Although I’m an introvert who dreads the idea of small talk, I’m always glad when I talk to my fellow day seaters. Theatre people are a unique breed. I never really thought of myself as one of them, but now that I’ve got 31 London shows under my belt I can’t deny it. During the Gypsy interval the woman from Vancouver on my left and the women from the Midlands, England on my right and I had your typical theatre geek conversation that goes like this:

Have you seen InsertWestEndShowHere?

Answer 1: Yes, it’s brilliant!
Answer 2: No, but I want to. Have you?

Yes, it’s brilliant! InsertActorNameHere is brilliant!

Answer 1: PretendToUnderstandWhoSaidActorIsAndAgree
Answer 2: Oh yes, I saw him in InsertShowHere and he was brilliant!

Repeat with every single show currently playing in the West End.

I joke about it, but I actually enjoy that type of conversation. These women were probably a good 30 years older than me, but that only showed when they mentioned shows or actors from before my time. It was nice to be able to talk about something that wasn’t “What do you do?” or “How do you like London?” I wish I could have talked to the lady from the Midlands more, because I overheard her talking to the gentleman queuing next to her in the morning about living and working in China, but I was a few people back, and now that I was sitting next to her in the show couldn’t just say, “Yes, Nicole Kidman was brilliant. You know what else I bet is brilliant? Living in China, amiright?” This woman may have been way more outspoken and oversharing than your typical English woman, but there are still UK conversation etiquette rules.

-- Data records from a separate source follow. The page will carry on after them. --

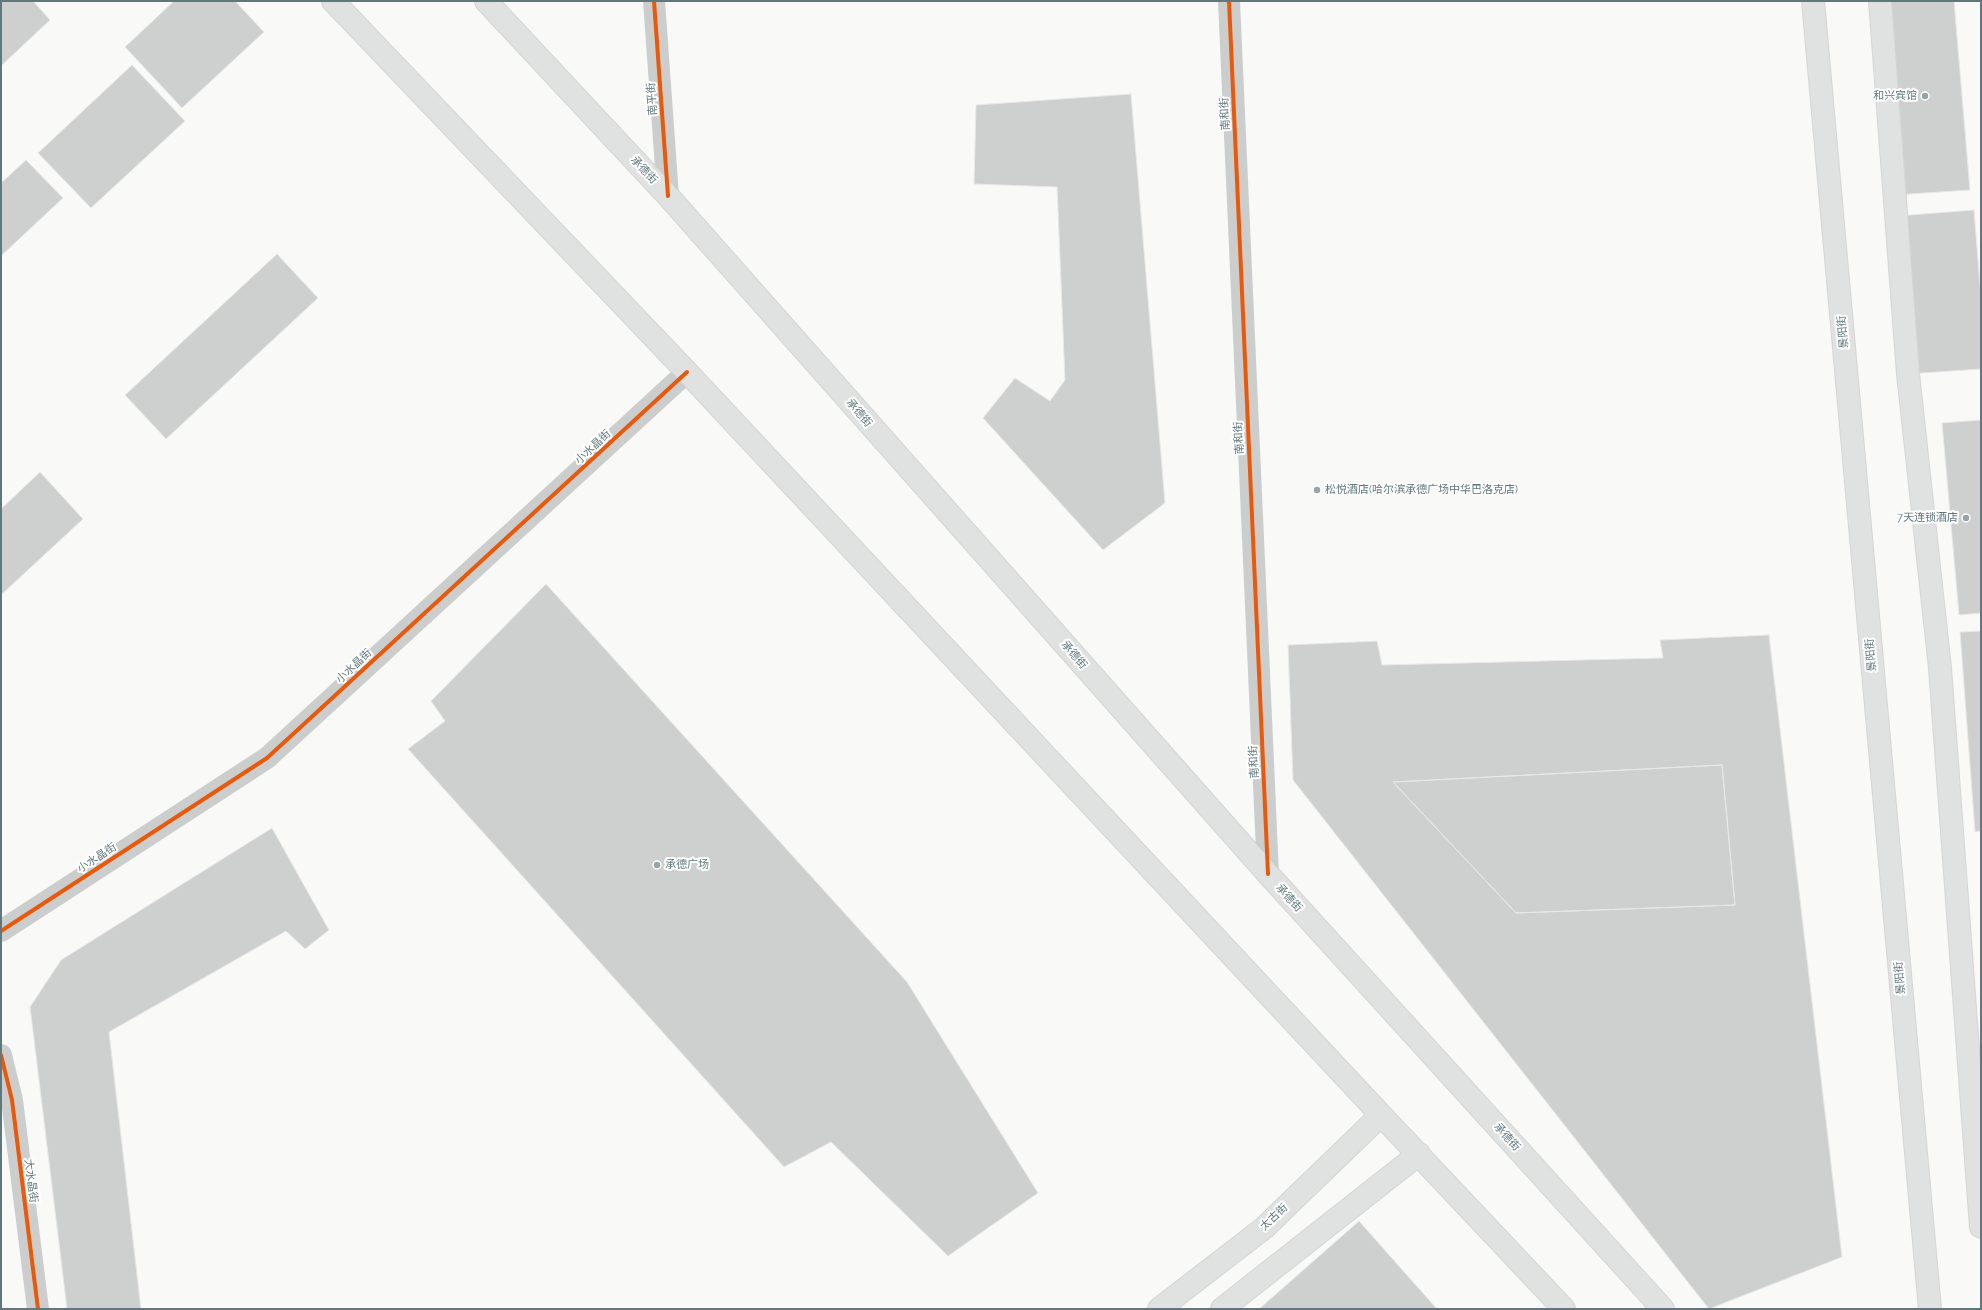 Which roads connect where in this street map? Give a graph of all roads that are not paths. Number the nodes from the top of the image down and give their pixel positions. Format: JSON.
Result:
{"nodes":[{"id":1,"x":333,"y":1,"type":"edge"},
{"id":2,"x":486,"y":1,"type":"edge"},
{"id":3,"x":654,"y":1,"type":"edge"},
{"id":4,"x":1229,"y":1,"type":"edge"},
{"id":5,"x":1813,"y":1,"type":"edge"},
{"id":6,"x":1880,"y":1,"type":"edge"},
{"id":7,"x":668,"y":196,"type":"junction"},
{"id":8,"x":687,"y":372,"type":"junction"},
{"id":9,"x":1268,"y":874,"type":"junction"},
{"id":10,"x":1,"y":931,"type":"edge"},
{"id":11,"x":1,"y":1056,"type":"edge"},
{"id":12,"x":6,"y":1099,"type":"edge"},
{"id":13,"x":1380,"y":1115,"type":"junction"},
{"id":14,"x":1419,"y":1154,"type":"junction"},
{"id":15,"x":1981,"y":1227,"type":"edge"},
{"id":16,"x":38,"y":1309,"type":"edge"},
{"id":17,"x":1159,"y":1309,"type":"edge"},
{"id":18,"x":1222,"y":1309,"type":"edge"},
{"id":19,"x":1564,"y":1309,"type":"edge"},
{"id":20,"x":1663,"y":1309,"type":"edge"},
{"id":21,"x":1930,"y":1309,"type":"edge"}],
"edges":[{"from":1,"to":8,"type":"main road"},
{"from":2,"to":7,"type":"main road","name":"承德街"},
{"from":3,"to":7,"type":"street","name":"南平街"},
{"from":4,"to":9,"type":"street","name":"南和街"},
{"from":5,"to":21,"type":"main road","name":"景阳街"},
{"from":6,"to":15,"type":"main road"},
{"from":7,"to":9,"type":"main road","name":"承德街"},
{"from":8,"to":10,"type":"street","name":"小水晶街"},
{"from":8,"to":13,"type":"main road"},
{"from":9,"to":20,"type":"main road","name":"承德街"},
{"from":11,"to":12,"type":"street","name":"大水晶街"},
{"from":12,"to":16,"type":"street","name":"大水晶街"},
{"from":13,"to":14,"type":"main road"},
{"from":13,"to":17,"type":"main road","name":"太古街"},
{"from":14,"to":18,"type":"main road"},
{"from":14,"to":19,"type":"main road"}]}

Now that it’s October and with a few blinks it’ll be November and then Thanksgiving, theatre FOMO (fear of missing out — isn’t that what the kids are saying these days? I wouldn’t know since I’m basically a 60-year-old woman who lives at matinees) is kicking in full force and I’m trying to squeeze in all the shows I want to see that are closing soon. I’m really glad I caught Photograph 51 with Nicole Kidman. Not only was her acting brilliant, but the story about the discovery of the structure of DNA has been something that’s interested me since high school biology class. Although it was sad — my first thought after the show was “I have to tell Mr. W (my high school biology teacher) about this, he would love it!” and then I remembered he passed away almost a year ago. The older woman sitting next to me at the show asked me if I knew much about the story. I told her I studied it in school. She laughed and said when she was in school they barely knew what DNA and chromosomes were. It’s amazing how much science can change over 50 years.

I’m currently at 8 shows for 2015. I hit 9 last year (and in 2013), so I only need to see 1 more to tie the record, 2 to break it. I think I can manage that.